Esa y otras lecciones sobre la prudencia
fueron el orgullo de un crío que presumía de un padre por quincenas. Al que
consideró siempre un héroe por dedicarse a un oficio destinado a prevenir los
desastres en la navegación.
Cada noche,
con cada haz que entraba por la ventana y barría el techo de su cuarto, aquel
niño dormía abrazado a la certeza de que su héroe seguía salvando vidas y le
saludaba con los guiños de su lámpara.
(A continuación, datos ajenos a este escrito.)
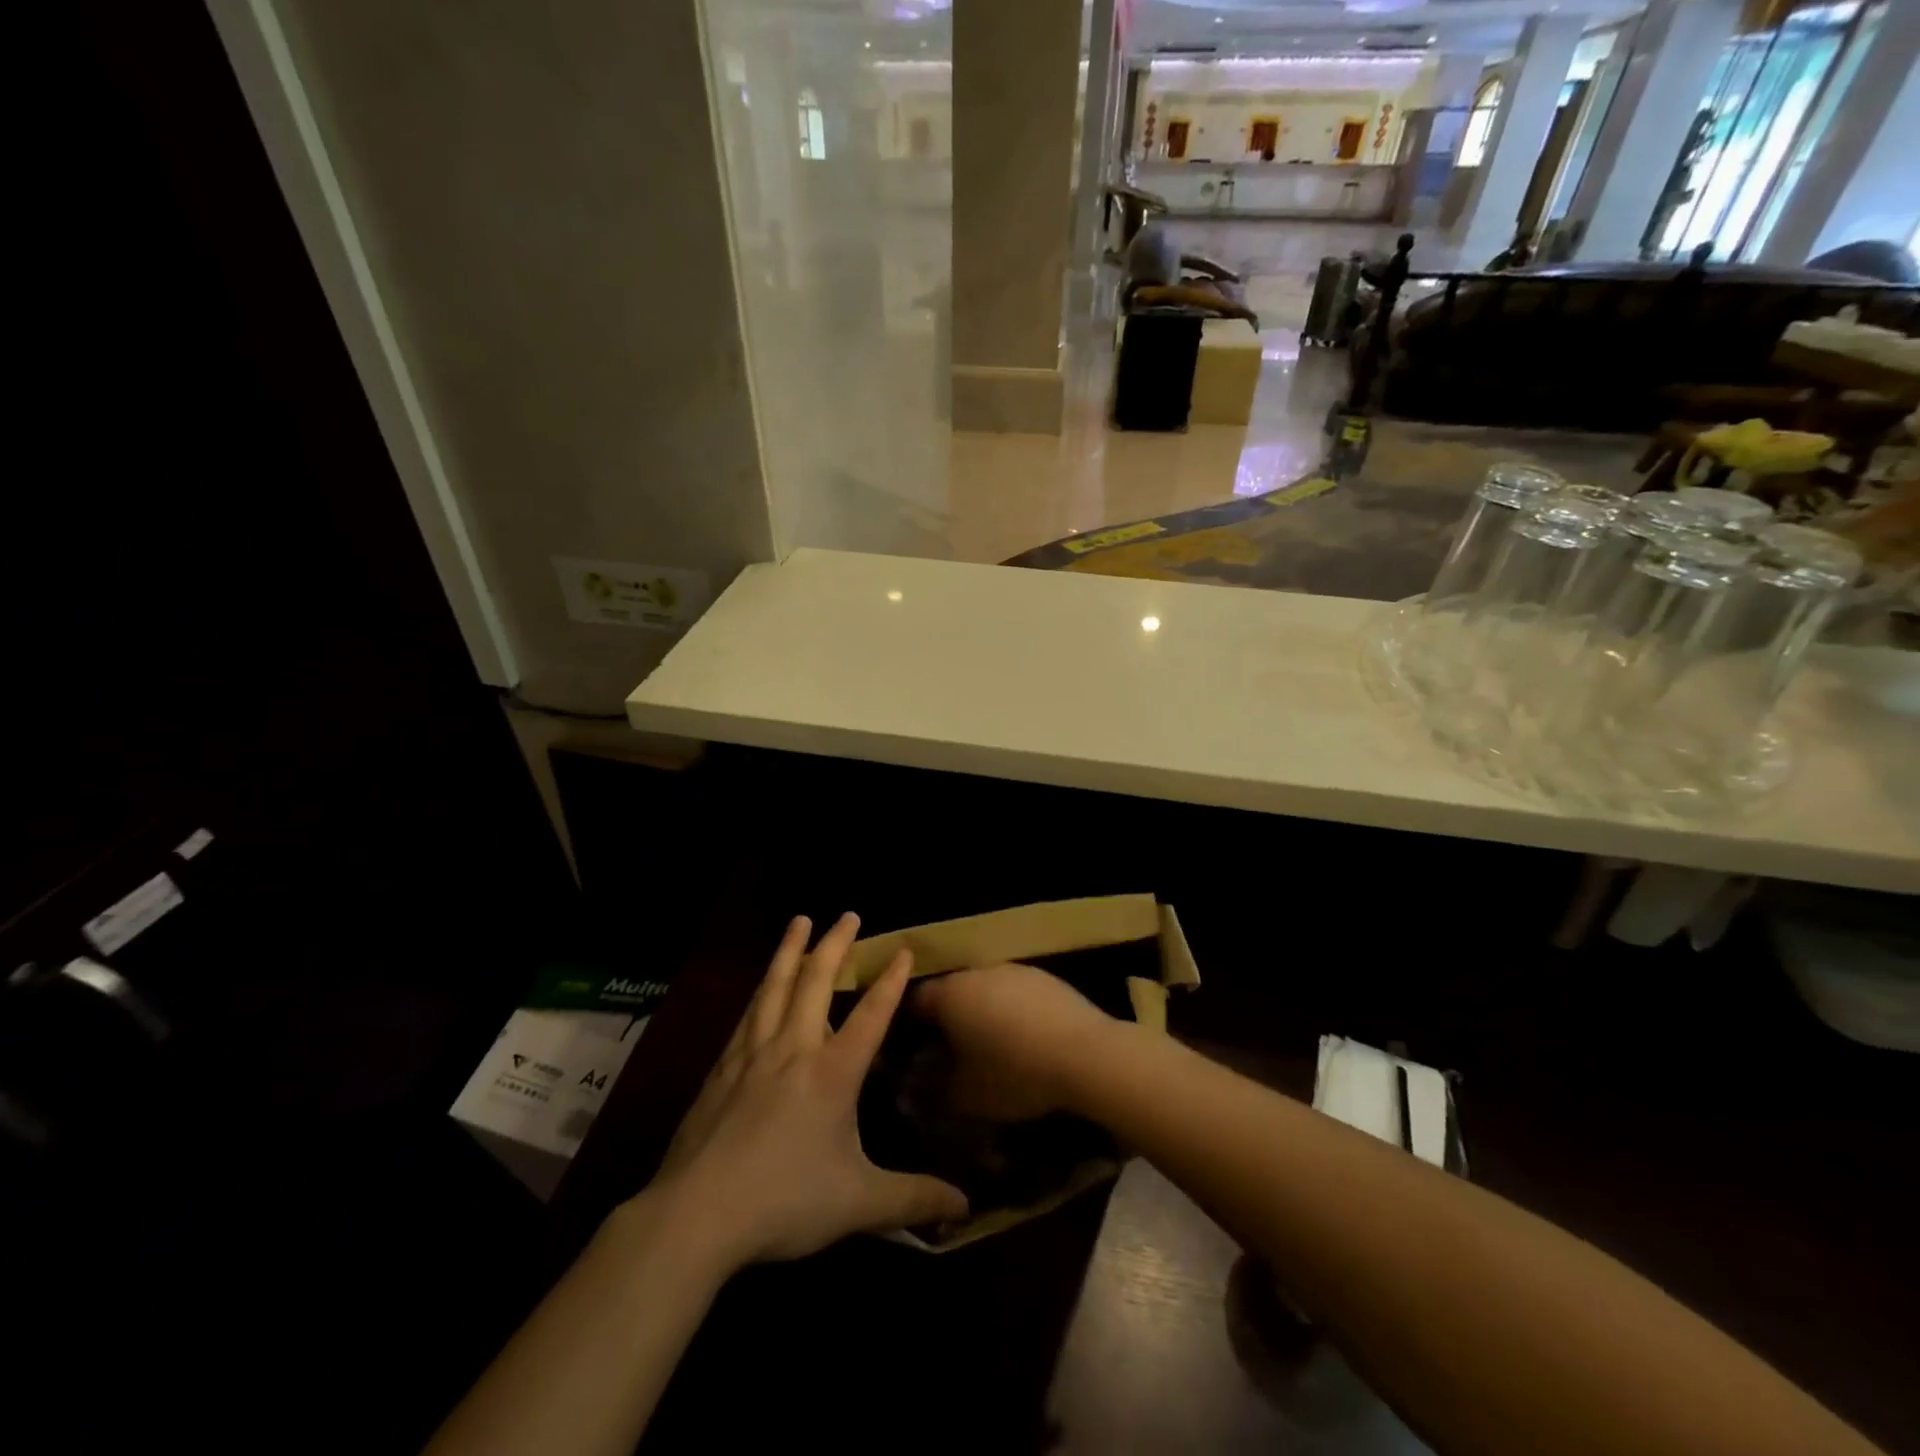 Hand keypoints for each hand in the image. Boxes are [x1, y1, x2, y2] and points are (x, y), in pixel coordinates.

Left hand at [647, 913, 968, 1267]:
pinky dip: (761, 989)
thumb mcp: (859, 1204)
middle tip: (847, 914)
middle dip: (835, 944)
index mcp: (832, 1073)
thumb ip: (913, 1200)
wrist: (696, 1215)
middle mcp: (793, 1050)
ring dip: (791, 950)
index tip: (902, 949)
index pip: (870, 1015)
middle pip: (816, 982)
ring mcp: (752, 1054)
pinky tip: (761, 985)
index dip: (889, 981)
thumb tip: (965, 1206)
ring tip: (799, 921)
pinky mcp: (721, 1068)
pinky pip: (748, 1014)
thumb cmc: (784, 1202)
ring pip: (775, 987)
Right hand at [910, 963, 1120, 1122]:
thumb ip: (932, 1088)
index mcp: (950, 993)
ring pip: (984, 989)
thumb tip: (913, 1085)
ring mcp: (1013, 969)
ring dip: (980, 1012)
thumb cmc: (1014, 1073)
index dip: (908, 1025)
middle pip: (951, 991)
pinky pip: (1013, 992)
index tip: (910, 1050)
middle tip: (949, 1051)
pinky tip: (1022, 1038)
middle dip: (946, 1018)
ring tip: (988, 1046)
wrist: (1085, 1054)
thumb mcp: (965, 1094)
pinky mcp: (1043, 976)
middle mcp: (977, 972)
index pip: (914, 1000)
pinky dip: (1010, 1010)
Por aquel entonces soñaba con trabajar junto
a él y contemplar las constelaciones que le describía en cada permiso dibujándolas
con el dedo por encima de su cabeza.
Con la noticia
del fallecimiento y con la versión oficial del accidente, el resto de su vida
creció cuestionándose la novelada muerte de su padre y, cuando consiguió el
puesto de barquero, con los escasos nuevos datos que fue absorbiendo en cada
visita a la isla, ocultada su relación de parentesco con la víctima, en el
trance de provisiones y correo, en las breves charlas que mantuvo en la
escollera con el superviviente, bajo el disfraz del interés casual, fático,
morboso a veces, fue sonsacando matices y componiendo la historia hasta que
ésta quedó deshilada,
El barquero descubrió una enemistad que las estrecheces de un
faro magnificaron hacia el odio a cuenta de las intenciones de Demarcación de
Costas de sustituir a uno de ellos ante un compromiso con un tercero, aquel al
que la muerte, unos años más tarde, sorprendió en su puesto sin que otra causa
mediara y que terminó condicionando la existencia del servicio de fareros en la isla de Mouro y el de la barca que la unía a tierra.